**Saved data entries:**

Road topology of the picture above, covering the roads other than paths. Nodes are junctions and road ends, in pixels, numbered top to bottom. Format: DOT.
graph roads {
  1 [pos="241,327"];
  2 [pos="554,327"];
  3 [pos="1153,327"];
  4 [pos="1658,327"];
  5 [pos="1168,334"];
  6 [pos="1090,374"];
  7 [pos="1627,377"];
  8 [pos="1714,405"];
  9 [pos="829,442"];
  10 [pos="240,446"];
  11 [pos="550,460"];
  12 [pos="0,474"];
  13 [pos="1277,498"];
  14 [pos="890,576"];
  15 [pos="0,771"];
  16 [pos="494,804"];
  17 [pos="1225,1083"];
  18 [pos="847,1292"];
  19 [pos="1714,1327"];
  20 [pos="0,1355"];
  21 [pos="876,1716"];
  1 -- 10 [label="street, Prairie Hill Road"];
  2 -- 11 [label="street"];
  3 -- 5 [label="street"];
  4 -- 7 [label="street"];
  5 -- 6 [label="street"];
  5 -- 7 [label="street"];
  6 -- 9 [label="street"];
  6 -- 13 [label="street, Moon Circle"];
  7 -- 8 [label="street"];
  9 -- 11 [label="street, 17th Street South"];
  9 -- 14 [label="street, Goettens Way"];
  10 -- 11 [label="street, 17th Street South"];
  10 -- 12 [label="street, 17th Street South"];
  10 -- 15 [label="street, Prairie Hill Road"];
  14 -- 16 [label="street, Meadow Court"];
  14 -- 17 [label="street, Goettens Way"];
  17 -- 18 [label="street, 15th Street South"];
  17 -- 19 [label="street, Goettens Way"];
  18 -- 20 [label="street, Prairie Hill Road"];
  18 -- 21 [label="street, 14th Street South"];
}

**What the exercise asks:** Print each entry exactly as it appears above.

**Response area:**
Road topology of the picture above, covering the roads other than paths. Nodes are junctions and road ends, in pixels, numbered top to bottom. Format: DOT.
graph roads {
  1 [pos="241,327"];
  2 [pos="554,327"];
  3 [pos="1153,327"];
  4 [pos="1658,327"];
  5 [pos="1168,334"];
  6 [pos="1090,374"];
  7 [pos="1627,377"];
  8 [pos="1714,405"];
  9 [pos="829,442"];
  10 [pos="240,446"];
  11 [pos="550,460"];
  12 [pos="0,474"];
  13 [pos="1277,498"];
  14 [pos="890,576"];
  15 [pos="0,771"];
  16 [pos="494,804"];
  17 [pos="1225,1083"];
  18 [pos="847,1292"];
  19 [pos="1714,1327"];
  20 [pos="0,1355"];
  21 [pos="876,1716"];
  1 -- 10 [label="street, Prairie Hill Road"];
  2 -- 11 [label="street"];
  3 -- 5 [label="street"];
  4 -- 7 [label="street"];
  5 -- 6 [label="street"];
  5 -- 7 [label="street"];
  6 -- 9 [label="street"];
  6 -- 13 [label="street, Moon Circle"];
  7 -- 8 [label="street"];
  9 -- 11 [label="street, 17th Street South"];
  9 -- 14 [label="street, Goettens Way"];
  10 -- 11 [label="street, 17th Street South"];
  10 -- 12 [label="street, 17th Street South"];
  10 -- 15 [label="street, Prairie Hill Road"];
  14 -- 16 [label="street, Meadow Court"];
  14 -- 17 [label="street, Goettens Way"];
  17 -- 18 [label="street, 15th Street South"];
  17 -- 19 [label="street, Goettens Way"];
  18 -- 20 [label="street, Prairie Hill Road"];
  18 -- 21 [label="street, 14th Street South"];
}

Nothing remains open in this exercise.